Performance Optimization
# Parallel execution (set Java heap) export JAVA_OPTS="-Xmx4g" # Use NVD API key (required for reasonable speed) dependency-check.sh --scan ./ --nvdApiKey $NVD_API_KEY # Cache database between runs # Database stored in ~/.dependency-check by default # Skip update for quick scans (use cached data) dependency-check.sh --scan ./ --noupdate
Combining with Other Security Tools
| Tool | Purpose | When to Use |
|---|---|---|
| Dependency-Check | Known CVEs in dependencies | Every build/release |
| GuardDog | Malicious packages | Before installing new deps |
| Bandit | Python code vulnerabilities | Python projects |
| Graudit | Multi-language code audit | All source code |
| ShellCheck | Shell script security | CI/CD scripts, installers |
Complete Supply Chain Audit
#!/bin/bash
# Full supply chain security audit
echo "=== Step 1: Dependency CVE Scan ==="

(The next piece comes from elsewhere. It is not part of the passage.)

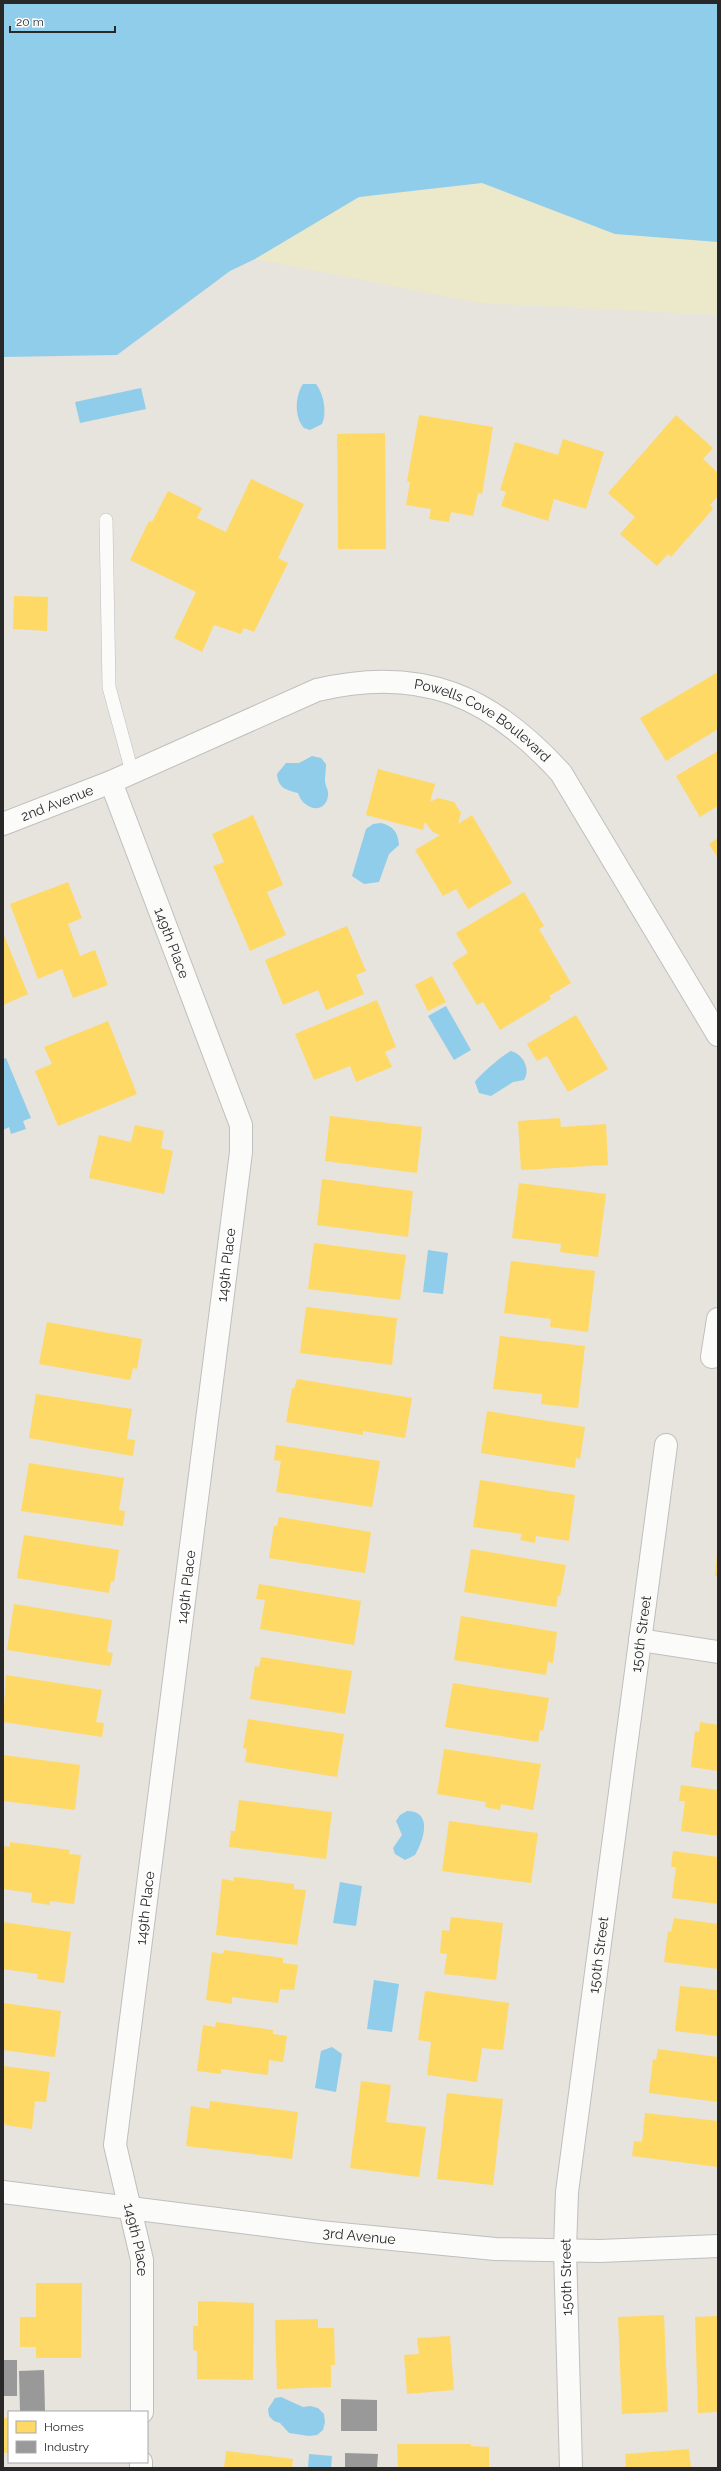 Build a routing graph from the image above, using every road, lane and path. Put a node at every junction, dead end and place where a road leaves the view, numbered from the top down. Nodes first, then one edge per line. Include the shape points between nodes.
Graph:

dependency-check.sh --scan ./ --format JSON --out ./reports --nvdApiKey $NVD_API_KEY
echo "=== Step 2: Malicious Package Detection ==="
[ -f requirements.txt ] && guarddog pypi verify requirements.txt
[ -f package-lock.json ] && guarddog npm verify package-lock.json
echo "=== Step 3: Source Code Security ==="
find . -name "*.py" -type f | head -1 && bandit -r ./src -f json -o bandit.json
graudit -d secrets ./
echo "=== Step 4: Shell Script Audit ==="
find . -name "*.sh" -exec shellcheck {} \;
echo "=== Audit Complete ==="
Troubleshooting
| Issue | Solution |
|---|---|
| Very slow database update | Use NVD API key: --nvdApiKey YOUR_KEY |
| 403 Forbidden errors | Rate limited - wait or use dedicated API key per pipeline |
| .NET assemblies not scanned | Install dotnet 8.0 runtime |
| Package not identified | Low evidence - library built from source or missing metadata |
| Too many false positives | Create suppression.xml file |
| Out of memory | Set JAVA_OPTS="-Xmx4g" |
| Experimental analyzers needed | Add --enableExperimental flag |